Caminho Sem Volta começa e termina exatamente da mesma maneira. Leo
Handler, o personagem de Mark Wahlberg, está sentado no vagão de um trem, o dia
já caindo, a luz alaranjada. Quando primeiro o vemos, ele está voltando para
casa depois de um ano e meio preso por roubo de carros. Suas roupas, seu porte,
sua barba mal-feita, a olhada de canto para um policial que está no mesmo
vagão, tudo nos diz que aquele é um ex-condenado ainda em processo de readaptação
ao "mundo aqui de fora". No fim, depois de passar por uma nova
provação, que é a própria materialidade da trama (um jogo de corrupção política
e banditismo amador que acabam fazendo dele o elo mais fraco de um grande
esquema criminoso), Leo está de volta ao mesmo trem, só que dessa vez de barba
feita, cabelo alinhando, casaco e gravata. O olhar desconfiado, no entanto, é o
mesmo. Tudo em Caminho Sem
Volta nos indicaria que a
trajetória deste sujeito era do tipo expiação-e-redenção, com uma transformação
espiritual obrigatória ali no meio, mas o que James Gray nos entrega é, ao
contrário, a conformação, um quase determinismo.

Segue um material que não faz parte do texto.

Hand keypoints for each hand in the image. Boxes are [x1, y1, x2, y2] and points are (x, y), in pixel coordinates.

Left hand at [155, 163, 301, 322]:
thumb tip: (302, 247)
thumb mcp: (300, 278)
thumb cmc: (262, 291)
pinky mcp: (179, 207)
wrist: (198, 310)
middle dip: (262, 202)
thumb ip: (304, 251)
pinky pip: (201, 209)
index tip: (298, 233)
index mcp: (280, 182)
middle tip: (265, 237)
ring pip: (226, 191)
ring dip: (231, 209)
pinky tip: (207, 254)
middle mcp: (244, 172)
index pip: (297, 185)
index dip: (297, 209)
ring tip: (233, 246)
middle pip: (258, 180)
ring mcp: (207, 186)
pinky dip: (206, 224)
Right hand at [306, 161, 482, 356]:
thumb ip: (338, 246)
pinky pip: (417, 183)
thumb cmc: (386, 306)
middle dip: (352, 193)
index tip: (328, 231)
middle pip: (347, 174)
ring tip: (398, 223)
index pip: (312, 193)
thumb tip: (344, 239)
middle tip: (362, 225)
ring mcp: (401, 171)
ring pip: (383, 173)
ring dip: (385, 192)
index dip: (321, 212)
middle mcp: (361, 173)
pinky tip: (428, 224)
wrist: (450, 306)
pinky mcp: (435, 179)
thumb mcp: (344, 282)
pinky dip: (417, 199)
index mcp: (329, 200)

Pouco antes dessa última imagem de Leo, veremos
uma pequena seqüência no tribunal onde estão sendo julgados todos aqueles que
gerenciavam o esquema corrupto. É uma seqüência imposta à montagem final por
Harvey Weinstein, produtor do filme, e que não consta da versão do diretor
(essa, infelizmente, nunca lançada no Brasil). Ainda que coloque pingos em is
que certamente não deveriam ser tão esclarecidos assim, é a seqüência em que,
pela primeira vez, Leo assume a fabulação de sua própria história, e passa de
objeto a sujeito de uma trama. E ali diz que, com seu testemunho, pode estar
quebrando um código de silêncio que é próprio do "ambiente da rua" do
qual ele é um produto.
Se há algo que conecte os três filmes de James
Gray é exatamente esta idéia da predestinação. Seus personagens estão sempre
metidos numa cadeia de acontecimentos e sensações estabelecidas à sua revelia,
passível de combate e resistência, mas que eventualmente se provará forte
demais para ser vencida. Em Fuga
para Odessa, a existência do irmão caçula de um assassino frio a serviço da
máfia russa pode até sinalizar para a não-repetição dos erros antigos,
depositadas as esperanças de um futuro melhor nesse menino que, tendo convivido
a vida inteira com o mal, não é mau. Em Os
Donos da Noite, a conversão de um bon-vivant com os dois pés fincados na
marginalidade em premiado policial e defensor da lei talvez finalmente cumprisse
uma passagem de bastão entre irmãos, em chave oposta à de Fuga de Odessa: dessa vez a
transmissão da moral fraterna agiria positivamente sobre a vida dos envolvidos.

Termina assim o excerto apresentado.